I'm confused on some basic constructions/facts with Tate/affinoid algebras. Let $k$ be a complete non-archimedean field with abs value $| \cdot |$
$T_n = k\langle{X_1,\ldots,X_n} \rangle = \{ \sum_{J \geq 0} a_JX^{J}: |a_J| \to 0 \ \textrm{as} \ J \to \infty \}$ $J$ a multi-index is the Tate algebra over $k$ in the variables $X_1,\ldots,X_n$. This is a $k$-Banach alg with Gauss norm. It's mspec recovers the closed unit polydisc $\{(c_1,\ldots,c_n) \in \bar{k}^n |c_i| \leq 1 \}$ (modulo $\operatorname{Aut(\bar{k}/k)}$ action.)

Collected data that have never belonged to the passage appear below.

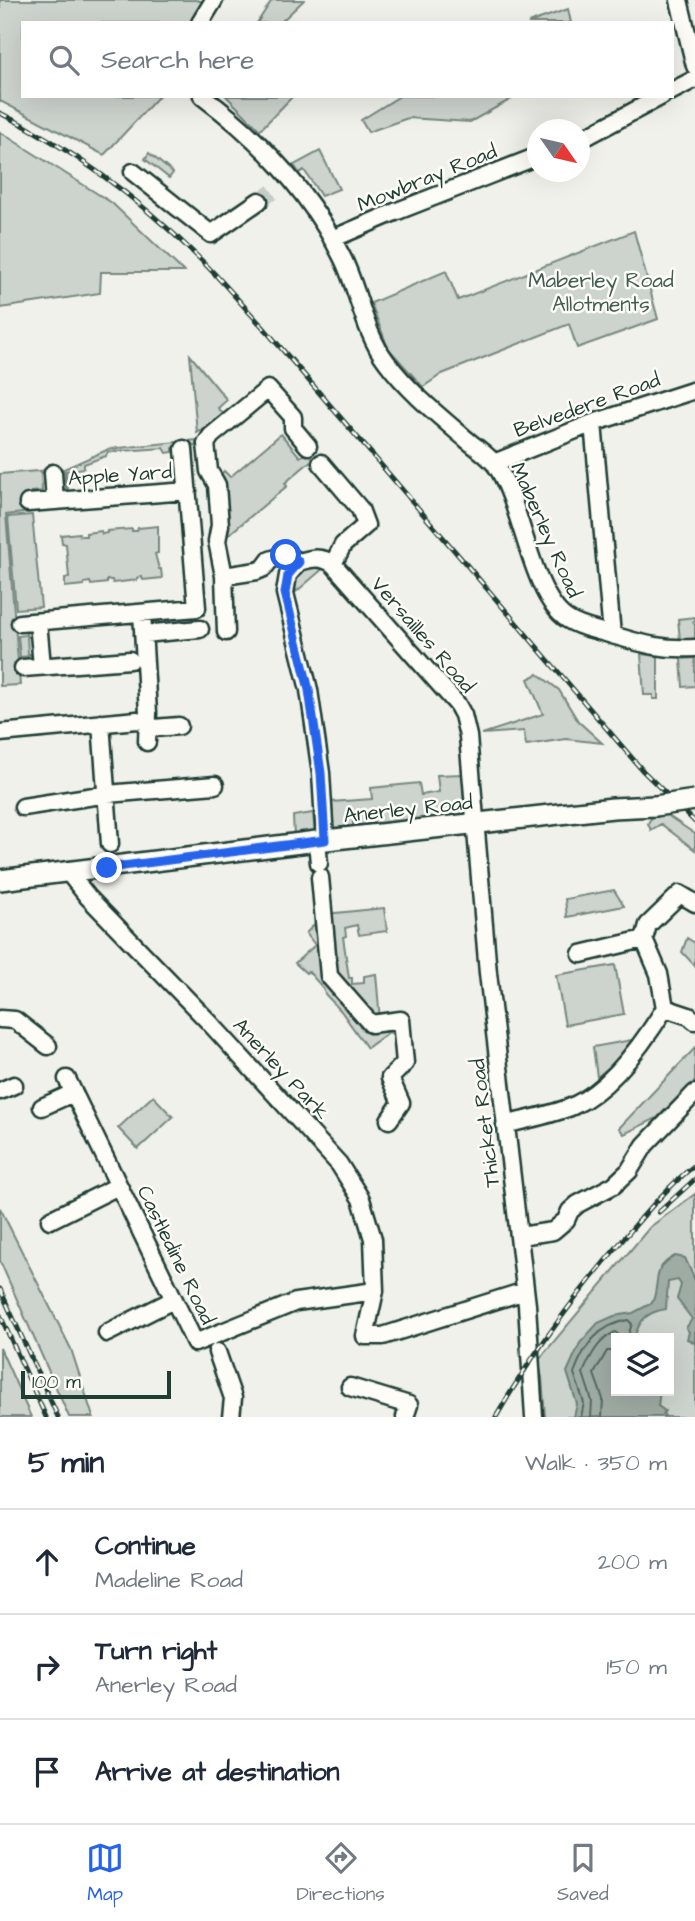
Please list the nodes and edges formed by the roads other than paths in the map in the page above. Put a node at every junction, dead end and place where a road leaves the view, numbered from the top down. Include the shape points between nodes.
1 (214, 0) edge
2 (679, 0) edge
3 (202, 21) edge
4 (695, 66) edge
5 (695, 79) edge
6 (674, 90) edge
7 (204, 98) edge
8 (658, 98) edge
9 (590, 134) edge
10 (527, 160) edge
11 (133, 172) dead end
12 (259, 201) tunnel mouth
13 (332, 239) junction
14 (695, 390) edge
15 (593, 423) junction
16 (309, 446) dead end
17 (184, 449) dead end
18 (321, 463) dead end
19 (494, 463) junction
20 (52, 472) dead end
21 (188, 491) junction
22 (55, 501) junction
23 (28, 503) dead end
24 (299, 562) junction
25 (333, 564) junction
26 (224, 576) junction
27 (142, 613) junction
28 (38, 622) junction
29 (20, 624) dead end
30 (200, 629) dead end
31 (226, 632) dead end
32 (143, 634) junction
33 (612, 635) junction
34 (695, 648) edge
35 (130, 660) dead end
36 (42, 666) junction
37 (23, 668) dead end
38 (147, 722) junction
39 (101, 723) junction
40 (179, 726) dead end
41 (0, 733) edge
42 (147, 741) dead end
43 (215, 785) dead end
44 (107, 794) junction
45 (695, 800) edge
46 (23, 807) dead end
47 (476, 825) junction
48 (321, 840) junction
49 (110, 844) dead end
50 (68, 872) junction
51 (0, 880) edge
52 (695, 903) edge
53 (645, 940) junction
54 (581, 954) dead end
55 (400, 1003) dead end
56 (665, 1009) junction
57 (0, 1019) edge
58 (401, 1020) junction
59 (695, 1021) edge
60 (48, 1046) dead end
61 (695, 1093) edge
62 (42, 1107) dead end
63 (389, 1119) dead end
64 (505, 1125) junction
65 (118, 1186) junction
66 (50, 1220) dead end
67 (520, 1236) junction
68 (375, 1291) junction
69 (525, 1291) junction
70 (173, 1300) junction
71 (107, 1333) dead end
72 (217, 1352) dead end
73 (350, 1387) dead end
74 (231, 1417) edge
75 (405, 1417) edge
76 (534, 1417) edge

1 - 3 street
2 - 4 street
5 - 6 street
7 - 13 street, Maberley Road via 255,140 284,184
8 - 9 street
10 - 13 street, Mowbray Road
11 - 12 street via 151,177 211,234
13 - 19 street, Maberley Road via 384,359 407,386
14 - 15 street, Belvedere Road
15 - 19 street, Belvedere Road
15 - 33 street
16 - 26 street via 293,428 293,417 268,389 211,436 206,444 208,471 218,485 217,541
17 - 21 street, Apple Yard
18 - 25 street via 360,509 366,525 342,545
19 - 33 street, Maberley Road via 550,600 568,620
20 - 22 street, Apple Yard
21 - 22 street, Apple Yard
21 - 27 street, Apple Yard via 185,538 197,608
22 - 23 street, Apple Yard
24 - 25 street via 313,558
24 - 26 street via 286,555 257,571
24 - 48 street via 288,575 285,593 309,690 321,773
25 - 47 street, Versailles Road via 457,704 468,737
26 - 31 street
27 - 28 street, Apple Yard via 89,611
27 - 32 street
28 - 29 street, Apple Yard
28 - 36 street
30 - 32 street
32 - 38 street
33 - 34 street, Maberley Road via 661,649
35 - 36 street
36 - 37 street
38 - 39 street
38 - 40 street via 154,728
38 - 42 street
39 - 41 street
39 - 44 street
43 - 44 street
44 - 46 street
44 - 49 street
45 - 47 main road, Anerley Road, bridge
47 - 48 main road, Anerley Road
47 - 64 street, Thicket Road
48 - 50 main road, Anerley Road
48 - 58 street via 329,976 371,1024
50 - 51 main road, Anerley Road
50 - 68 street, Anerley Park via 340,1164 361,1199 373,1239
52 - 53 street via 680,894 648,925
53 - 54 street
53 - 56 street via 659,974
55 - 58 street
56 - 59 street
56 - 64 street via 625,1062 587,1098
57 - 60 street via 15,1020
58 - 63 street via 405,1063 390,1078 401,1104
61 - 67 street via 614,1185 578,1204 553,1231
62 - 65 street, Castledine Road via 70,1086
64 - 67 street, Thicket Road
65 - 66 street
65 - 70 street, Castledine Road
67 - 69 street, Thicket Road
68 - 69 street, Anerley Park via 365,1336 383,1336
68 - 70 street, Castledine Road via 296,1301 195,1342
69 - 76 street, Thicket Road
70 - 71 street
72 - 74 street via 233,1398
73 - 75 street via 409,1405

An affinoid algebra is a quotient of the form $T_n/I$, given the quotient Banach norm/topology. I know it is a fact that two different presentations may induce different norms but they will induce the same topology.
Let $M(A)$ be max-spec of $A$. I don't understand some things regarding the handling of some subtleties of constructions like $A \langle X \rangle / (X-a) = A \langle a \rangle $ versus $A$. The former which by definition "makes $a$ power bounded" and moreover the natural map $M(A\langle a \rangle ) \subset M(A)$ naturally has image $\{ s \in M(A): |a(s)| \leq 1 \}$ where $a(s)$ means the image of $a$ in the residue field $A/\mathfrak{m}_{s}$.
But in the example $k = \mathbb{Q}_p$ and $T_2 \cong k\langle x,y \rangle$ and consider the quotient onto $k\langle x,y \rangle / (y-\frac{1}{p}) = (k\langle x \rangle) \langle \frac{1}{p} \rangle$. My question is, what is this object? If it is supposed to be the subset of $\operatorname{mspec}({k\langle x \rangle}) = \{ |c| \leq 1 \}$ such that $\frac{1}{p} \equiv \frac{1}{p} \mod (x-c)$ is power bounded then isn't this set empty? That conclusion doesn't seen correct. Any comments on what I'm getting wrong are appreciated. How are we "forcing $\frac{1}{p}$ to be power bounded", if that is possible? All definitions and notations are following lectures 1 and 2 in Brian Conrad's notes "several approaches to non-archimedian geometry".
$\mathbf{Edit}$: as reuns points out, there is no contradiction: $y-\frac{1}{p}$ is a unit in $T_2$ and so doesn't generate an ideal.